After years spent conveying the thoughts of small-town coma patients to their relatives, 20-something psychic Calder heads for Manhattan, where he’s snapped up by a man named Sotto and his crew of psychics-for-hire. Like everything else in New York, ESP is a racket: By telepathically sussing out potential blackmail fodder or implanting irresistible commands in a target’s mind, Sotto’s contractors will, for a reasonable fee, convince a client’s troublesome tenant to move, a boss to confer a promotion or a business competitor to close up shop. Unfortunately, Calder’s first assignment—swaying a city councilman’s vote on a real estate development—bogs down when the pol proves to be a rare “stone”—someone impervious to psychic manipulation. Mentored by a psychic amateur boxer who doesn’t mind dishing out the occasional old-school beating-as-persuasion, Calder resorts to ever more frantic mental string-pulling as he fends off a rival crew trying to lobby the council in the opposite direction. Meanwhile, he drinks in an atmospheric demimonde—New York City is in many ways the novel’s beguiling antagonist—that includes a stripper with a heart of gold, a priest with a taste for demented violence and thuggish psychic twins who try to run him out of town with an excruciating headache. Connell (Counterfeit Kings, 2004) pulls the psychic scenario out of the usual mystical dungeon and gives it a bracing, noir-edged urban naturalism.
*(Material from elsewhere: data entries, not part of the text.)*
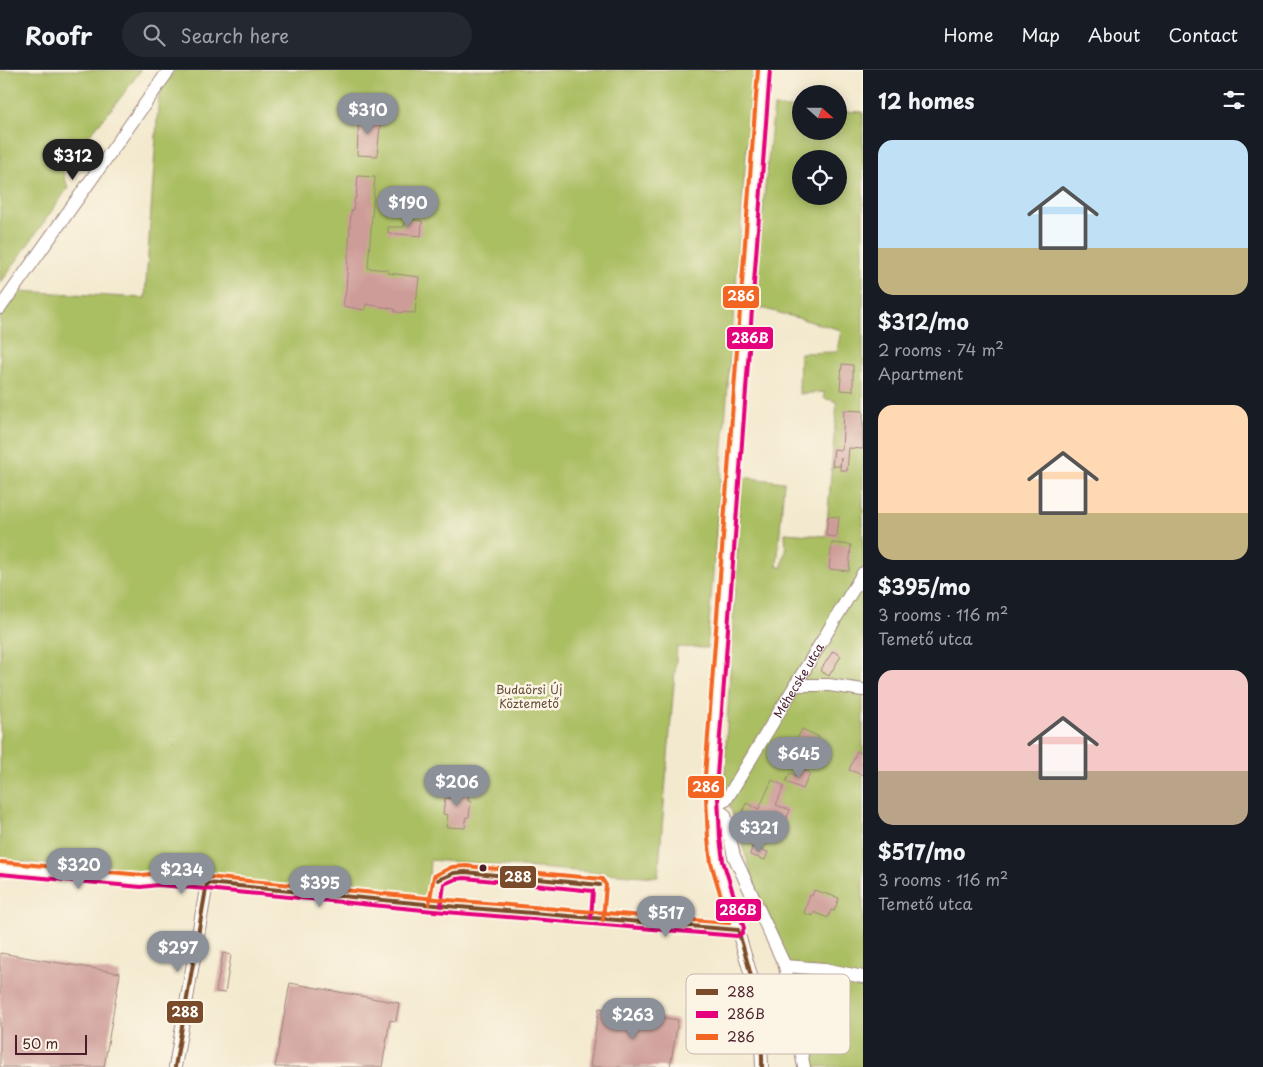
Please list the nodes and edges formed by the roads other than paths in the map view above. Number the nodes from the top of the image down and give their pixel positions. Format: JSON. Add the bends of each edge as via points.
{"nodes":[{"id":1,"x":169,"y":70,"type":"edge"},
{"id":2,"x":764,"y":70,"type":"edge"},
{"id":3,"x":0,"y":308,"type":"edge"},
{"id":4,"x":863,"y":572,"type":"edge"},
{"id":5,"x":794,"y":685,"type":"junction"},
{"id":6,"x":863,"y":690,"type":"edge"},
{"id":7,"x":712,"y":806,"type":"junction"},
{"id":8,"x":0,"y":868,"type":"edge"},
{"id":9,"x":207,"y":883,"type":"junction"},
{"id":10,"x":738,"y":930,"type":"junction"},
{"id":11,"x":785,"y":966,"type":"junction"},
{"id":12,"x":751,"y":974,"type":"edge"},
{"id":13,"x":787,"y":974,"type":"edge"},
{"id":14,"x":863,"y":977,"type":"edge"},
{"id":15,"x":761,"y":1054,"type":"edge"},
{"id":16,"x":802,"y":1054,"type":"edge"},
{"id":17,"x":175,"y":1067,"type":"edge"},
{"id":18,"x":762,"y":1067,"type":"edge"},
{"id":19,"x":804,"y":1067,"type":"edge"}],
"edges":[{"from":1,"to":3,"type":"street"},
{"from":2,"to":7,"type":"street","via":[[711,776]]},
{"from":4,"to":5,"type":"street","name":"Méhecske utca"},
{"from":5,"to":6,"type":"street","via":[[829,685]]},
{"from":5,"to":7,"type":"street","name":"Méhecske utca","via":[[726,800]]},
{"from":7,"to":10,"type":"street","via":[[717,862]]},
{"from":7,"to":11,"type":"street","via":[[725,815],[734,856]]},
{"from":8,"to":9,"type":"street","via":[[142,881]]},
{"from":9,"to":10,"type":"street"},
{"from":9,"to":17,"type":"street"},
{"from":10,"to":12,"type":"street"},
{"from":11,"to":13,"type":"street"},
{"from":11,"to":14,"type":"street","via":[[824,968]]},
{"from":15,"to":18,"type":"street"},
{"from":16,"to":19,"type":"street"}]}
For all their supernatural powers, his characters are prosaic working stiffs: hardened, on the make and embroiled in murderous criminal turf battles, yet reigned in—sometimes—by a modicum of professional ethics or Catholic guilt. Despite their direct links to other minds, they reveal themselves mainly in long, discursive conversations that meander through offbeat observations, half-remembered anecdotes and curlicued philosophical ruminations, all phrased in a fluid, punchy, endlessly entertaining vernacular. The engrossing result feels like an ESP-themed mashup of The Sopranos and The Wire as scripted by Quentin Tarantino.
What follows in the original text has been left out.